Treat Your Data Like An Engineering Problem: An Interview with Snowflake Director of Product Management Chris Child
Monte Carlo’s Barr Moses sat down with Snowflake Director of Product Management Chris Child to talk about building data platforms at scale, how awesome data teams approach data quality, the role of data observability tools in the modern data stack, and more.
To put it simply, to understand modern data engineering, you need to understand Snowflake. And as your data platform becomes productized, you need to get serious about data quality.
Chris oversees the functionality and design of the Snowflake platform. Prior to Snowflake, he spent time as VP of Product at Segment and as a Senior Associate of an early stage tech venture capital firm.
I’ve known Chris for a long time and count him as one of the most visionary people working in data technology today. When I was at a crossroads in my career, it was Chris who I leaned on for insights into what was coming next and the role I wanted to play in shaping it.
As someone actively defining and evolving the vision, roadmap and definition of success at Snowflake, Chris’s insights provide a glimpse into the future evolution of the industry.
As Chris sees it, the next value unlock will be unifying data and its corresponding workloads across the many silos in which it still sits.
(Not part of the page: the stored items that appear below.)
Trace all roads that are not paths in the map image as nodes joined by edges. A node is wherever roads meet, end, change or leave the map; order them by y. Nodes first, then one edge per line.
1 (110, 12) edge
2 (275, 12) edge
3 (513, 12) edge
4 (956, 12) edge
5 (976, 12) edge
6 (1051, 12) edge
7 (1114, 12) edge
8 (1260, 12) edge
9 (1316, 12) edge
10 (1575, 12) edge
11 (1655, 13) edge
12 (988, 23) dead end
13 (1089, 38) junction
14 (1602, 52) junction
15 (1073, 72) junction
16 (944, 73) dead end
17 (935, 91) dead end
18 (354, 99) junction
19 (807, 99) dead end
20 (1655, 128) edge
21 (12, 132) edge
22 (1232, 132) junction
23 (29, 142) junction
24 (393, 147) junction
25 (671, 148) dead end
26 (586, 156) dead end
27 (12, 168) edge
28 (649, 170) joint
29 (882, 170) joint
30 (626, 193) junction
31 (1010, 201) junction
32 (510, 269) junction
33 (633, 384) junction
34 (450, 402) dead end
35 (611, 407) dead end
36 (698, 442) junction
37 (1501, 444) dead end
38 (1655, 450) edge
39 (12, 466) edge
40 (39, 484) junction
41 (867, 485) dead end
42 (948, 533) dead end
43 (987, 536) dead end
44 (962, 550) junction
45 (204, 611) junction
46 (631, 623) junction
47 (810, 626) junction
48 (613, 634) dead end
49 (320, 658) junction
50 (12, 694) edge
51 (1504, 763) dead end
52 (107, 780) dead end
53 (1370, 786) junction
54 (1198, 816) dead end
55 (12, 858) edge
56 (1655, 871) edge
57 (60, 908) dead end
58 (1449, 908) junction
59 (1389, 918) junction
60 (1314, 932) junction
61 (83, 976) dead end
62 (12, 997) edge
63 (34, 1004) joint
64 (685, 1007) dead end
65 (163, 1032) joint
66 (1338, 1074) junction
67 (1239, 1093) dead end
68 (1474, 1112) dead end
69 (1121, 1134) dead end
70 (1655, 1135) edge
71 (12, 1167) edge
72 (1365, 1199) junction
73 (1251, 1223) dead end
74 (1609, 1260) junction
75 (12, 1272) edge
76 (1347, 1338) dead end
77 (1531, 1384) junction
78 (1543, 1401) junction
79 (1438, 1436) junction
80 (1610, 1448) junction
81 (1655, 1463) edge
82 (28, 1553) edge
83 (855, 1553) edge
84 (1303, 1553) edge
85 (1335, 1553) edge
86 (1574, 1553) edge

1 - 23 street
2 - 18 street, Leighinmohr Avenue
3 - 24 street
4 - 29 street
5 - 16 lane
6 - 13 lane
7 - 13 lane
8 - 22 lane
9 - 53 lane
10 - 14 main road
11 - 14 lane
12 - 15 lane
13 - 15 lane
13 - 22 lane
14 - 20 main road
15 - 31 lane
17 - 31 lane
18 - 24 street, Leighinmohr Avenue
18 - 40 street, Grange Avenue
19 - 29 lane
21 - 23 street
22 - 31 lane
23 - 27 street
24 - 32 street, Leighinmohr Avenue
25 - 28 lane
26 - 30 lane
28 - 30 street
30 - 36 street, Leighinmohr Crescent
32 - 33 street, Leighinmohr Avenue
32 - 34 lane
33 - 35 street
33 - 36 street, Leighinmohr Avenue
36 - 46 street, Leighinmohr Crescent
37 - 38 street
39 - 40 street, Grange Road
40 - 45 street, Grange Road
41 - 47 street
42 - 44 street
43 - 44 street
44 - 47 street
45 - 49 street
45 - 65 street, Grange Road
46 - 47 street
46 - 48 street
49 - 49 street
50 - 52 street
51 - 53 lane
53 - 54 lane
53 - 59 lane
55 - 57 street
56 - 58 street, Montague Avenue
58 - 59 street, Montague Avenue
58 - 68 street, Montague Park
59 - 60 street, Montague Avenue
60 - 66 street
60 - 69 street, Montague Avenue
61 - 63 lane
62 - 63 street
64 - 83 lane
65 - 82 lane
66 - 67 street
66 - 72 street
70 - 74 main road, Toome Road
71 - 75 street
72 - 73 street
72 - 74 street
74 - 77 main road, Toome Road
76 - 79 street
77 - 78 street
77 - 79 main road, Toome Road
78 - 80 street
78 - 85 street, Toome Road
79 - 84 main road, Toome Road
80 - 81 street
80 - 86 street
Organizations will continue to find new and valuable ways to make use of their data–many of which will involve making their data stack part of their customer value proposition.
This will put pressure on teams to reach new levels of data quality, which teams will achieve by continuing to adopt reliability engineering best practices.
Enjoy the glimpse into the future. I believe you will find his perspective as helpful as I did when I grabbed coffee with him more than three years ago before deciding to launch Monte Carlo.
Barr: Snowflake has revolutionized the data space by allowing organizations to scale their data operations without needing to worry about storage and compute as the primary constraints. What do you see as the next scaling challenge and how is Snowflake working to help data teams solve it?
Chris: Even as people move to the cloud, they are ending up with data in a lot of silos. We think Snowflake can help fix this problem by providing a unified data platform that brings everything together and lets you work with all your data sets.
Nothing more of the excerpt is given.